[Stored items]
* * * * *
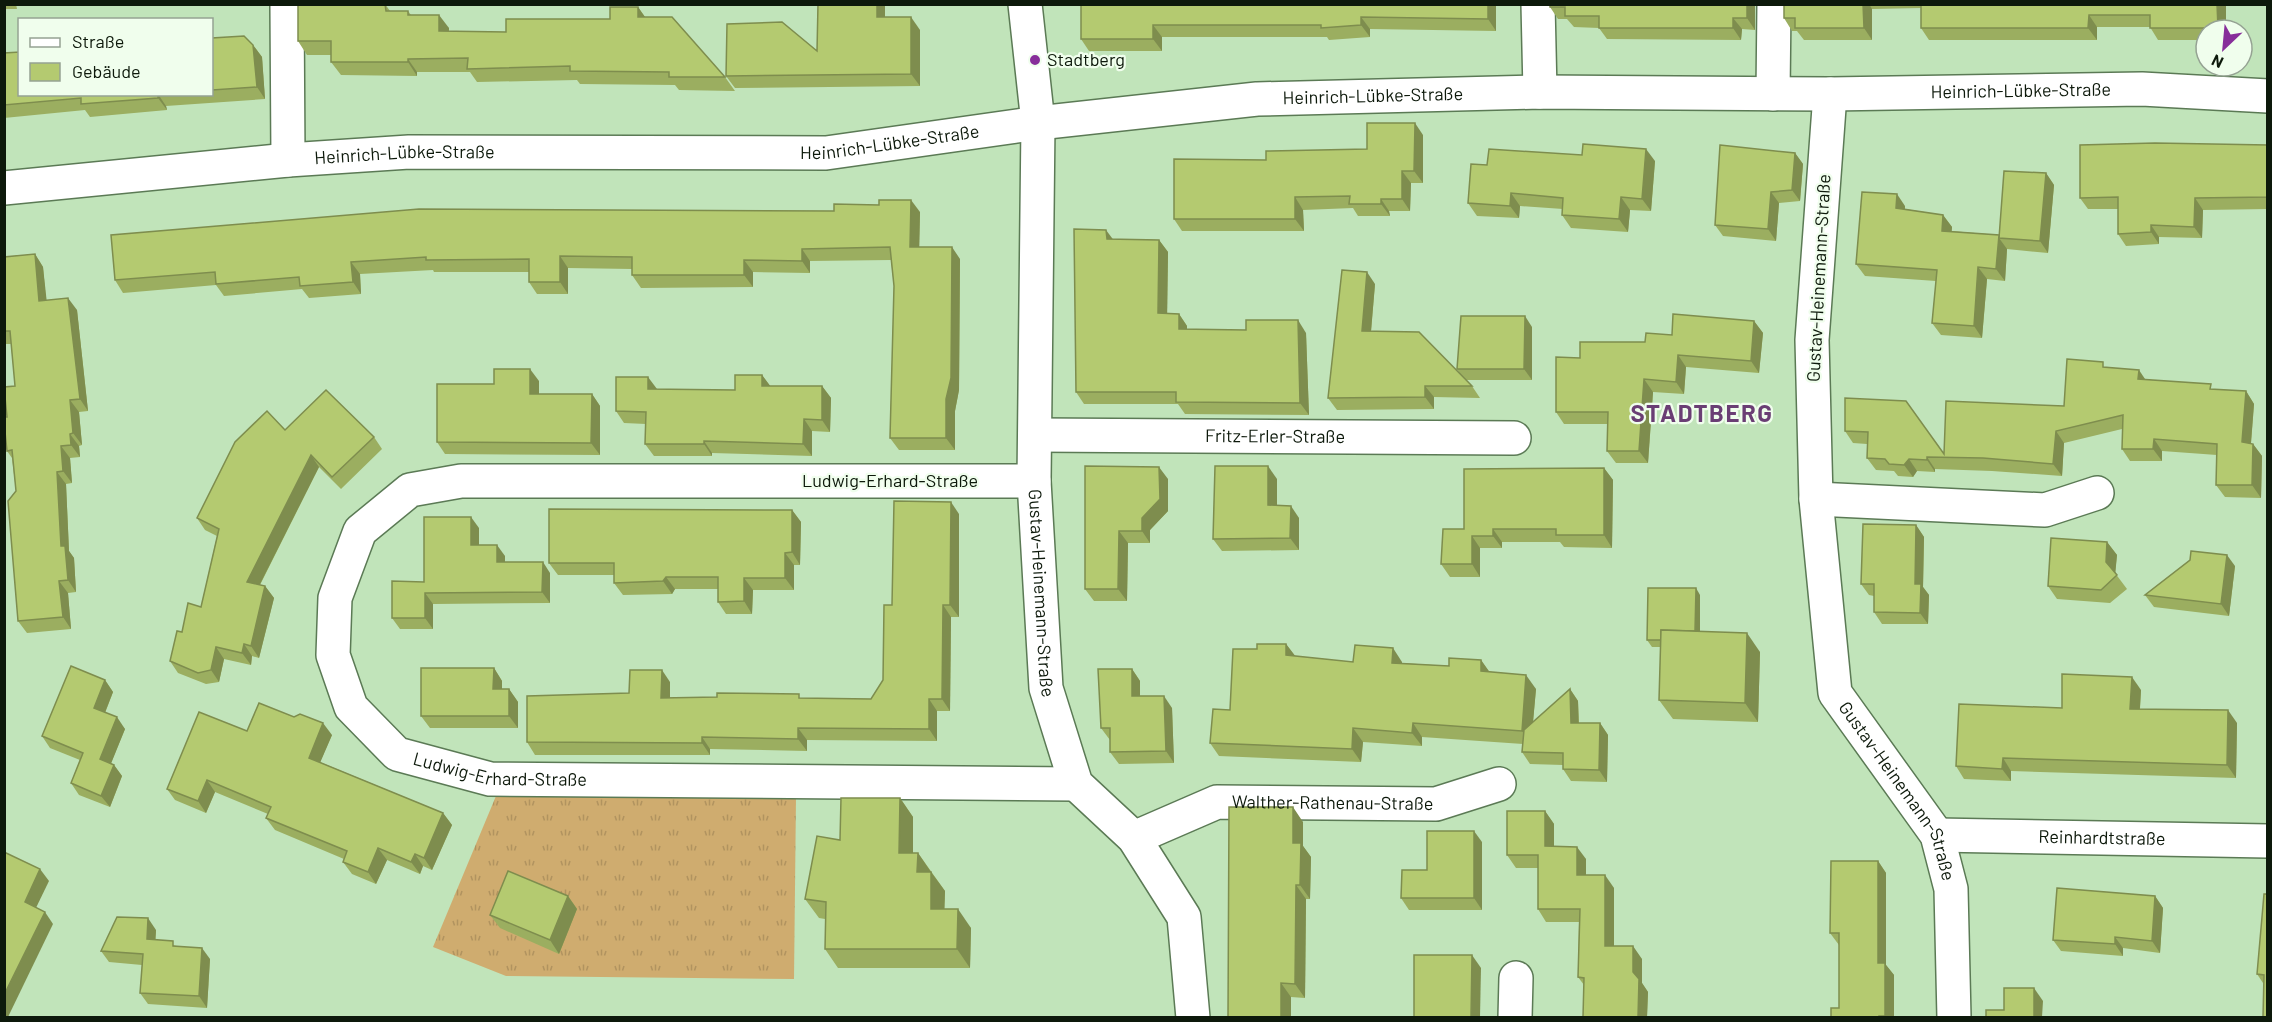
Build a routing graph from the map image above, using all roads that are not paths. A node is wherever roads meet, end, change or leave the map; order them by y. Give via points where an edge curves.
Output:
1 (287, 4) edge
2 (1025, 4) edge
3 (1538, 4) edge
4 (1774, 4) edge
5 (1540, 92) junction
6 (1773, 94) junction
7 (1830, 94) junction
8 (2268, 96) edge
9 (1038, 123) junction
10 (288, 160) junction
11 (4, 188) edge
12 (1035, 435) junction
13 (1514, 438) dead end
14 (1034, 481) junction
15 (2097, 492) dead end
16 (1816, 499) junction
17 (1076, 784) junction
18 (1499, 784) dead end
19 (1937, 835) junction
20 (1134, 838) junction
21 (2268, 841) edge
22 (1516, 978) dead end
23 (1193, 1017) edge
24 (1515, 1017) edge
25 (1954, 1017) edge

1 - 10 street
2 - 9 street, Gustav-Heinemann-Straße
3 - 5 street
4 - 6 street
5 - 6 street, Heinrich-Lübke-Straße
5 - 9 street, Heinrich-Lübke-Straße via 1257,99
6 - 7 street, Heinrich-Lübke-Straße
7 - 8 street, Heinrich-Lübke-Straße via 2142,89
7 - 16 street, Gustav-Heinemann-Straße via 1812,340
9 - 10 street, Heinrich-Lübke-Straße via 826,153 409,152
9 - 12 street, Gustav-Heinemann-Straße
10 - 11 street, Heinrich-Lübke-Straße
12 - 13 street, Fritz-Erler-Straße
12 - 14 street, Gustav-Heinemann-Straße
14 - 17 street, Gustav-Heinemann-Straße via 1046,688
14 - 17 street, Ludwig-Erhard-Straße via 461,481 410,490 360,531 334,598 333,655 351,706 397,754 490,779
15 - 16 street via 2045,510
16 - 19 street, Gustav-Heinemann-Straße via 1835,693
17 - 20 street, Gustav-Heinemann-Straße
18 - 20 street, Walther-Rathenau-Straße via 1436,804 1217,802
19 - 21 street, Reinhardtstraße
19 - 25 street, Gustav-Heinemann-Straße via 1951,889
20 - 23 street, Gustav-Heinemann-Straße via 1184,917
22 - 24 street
* * * * *
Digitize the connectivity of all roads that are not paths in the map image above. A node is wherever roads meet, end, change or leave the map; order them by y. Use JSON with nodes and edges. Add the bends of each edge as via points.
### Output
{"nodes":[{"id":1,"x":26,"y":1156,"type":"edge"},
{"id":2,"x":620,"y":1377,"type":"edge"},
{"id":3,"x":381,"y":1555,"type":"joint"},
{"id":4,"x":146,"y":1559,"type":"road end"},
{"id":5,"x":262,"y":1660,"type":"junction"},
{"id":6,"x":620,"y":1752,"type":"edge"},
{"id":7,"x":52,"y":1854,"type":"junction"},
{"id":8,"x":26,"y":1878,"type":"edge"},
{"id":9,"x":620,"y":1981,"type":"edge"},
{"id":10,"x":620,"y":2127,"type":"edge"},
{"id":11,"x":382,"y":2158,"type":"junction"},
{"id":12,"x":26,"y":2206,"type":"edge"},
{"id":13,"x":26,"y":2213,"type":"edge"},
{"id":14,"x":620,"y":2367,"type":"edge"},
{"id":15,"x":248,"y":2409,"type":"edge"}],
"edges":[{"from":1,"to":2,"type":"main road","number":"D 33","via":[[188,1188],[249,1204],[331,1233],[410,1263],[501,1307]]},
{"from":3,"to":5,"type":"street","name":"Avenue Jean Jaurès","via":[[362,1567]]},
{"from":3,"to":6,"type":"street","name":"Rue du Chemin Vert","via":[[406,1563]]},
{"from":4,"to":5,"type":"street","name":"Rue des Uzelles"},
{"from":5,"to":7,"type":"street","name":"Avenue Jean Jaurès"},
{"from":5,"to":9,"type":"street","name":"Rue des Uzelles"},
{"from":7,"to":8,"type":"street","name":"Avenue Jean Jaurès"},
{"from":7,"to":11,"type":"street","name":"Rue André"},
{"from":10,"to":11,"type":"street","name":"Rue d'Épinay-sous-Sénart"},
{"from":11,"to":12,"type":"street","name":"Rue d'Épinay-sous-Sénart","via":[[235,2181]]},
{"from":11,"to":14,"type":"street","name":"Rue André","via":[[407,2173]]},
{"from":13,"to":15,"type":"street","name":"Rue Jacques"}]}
* * * * *
- _THE PROBLEM_
The answer must be every line from the records above that contains the word "points", copied out.

- _YOUR SOLUTION_
Build a routing graph from the map image above, using all roads that are not paths. A node is wherever roads meet, end, change or leave the map; order them by y. Give via points where an edge curves.
Digitize the connectivity of all roads that are not paths in the map image above. A node is wherever roads meet, end, change or leave the map; order them by y. Use JSON with nodes and edges. Add the bends of each edge as via points.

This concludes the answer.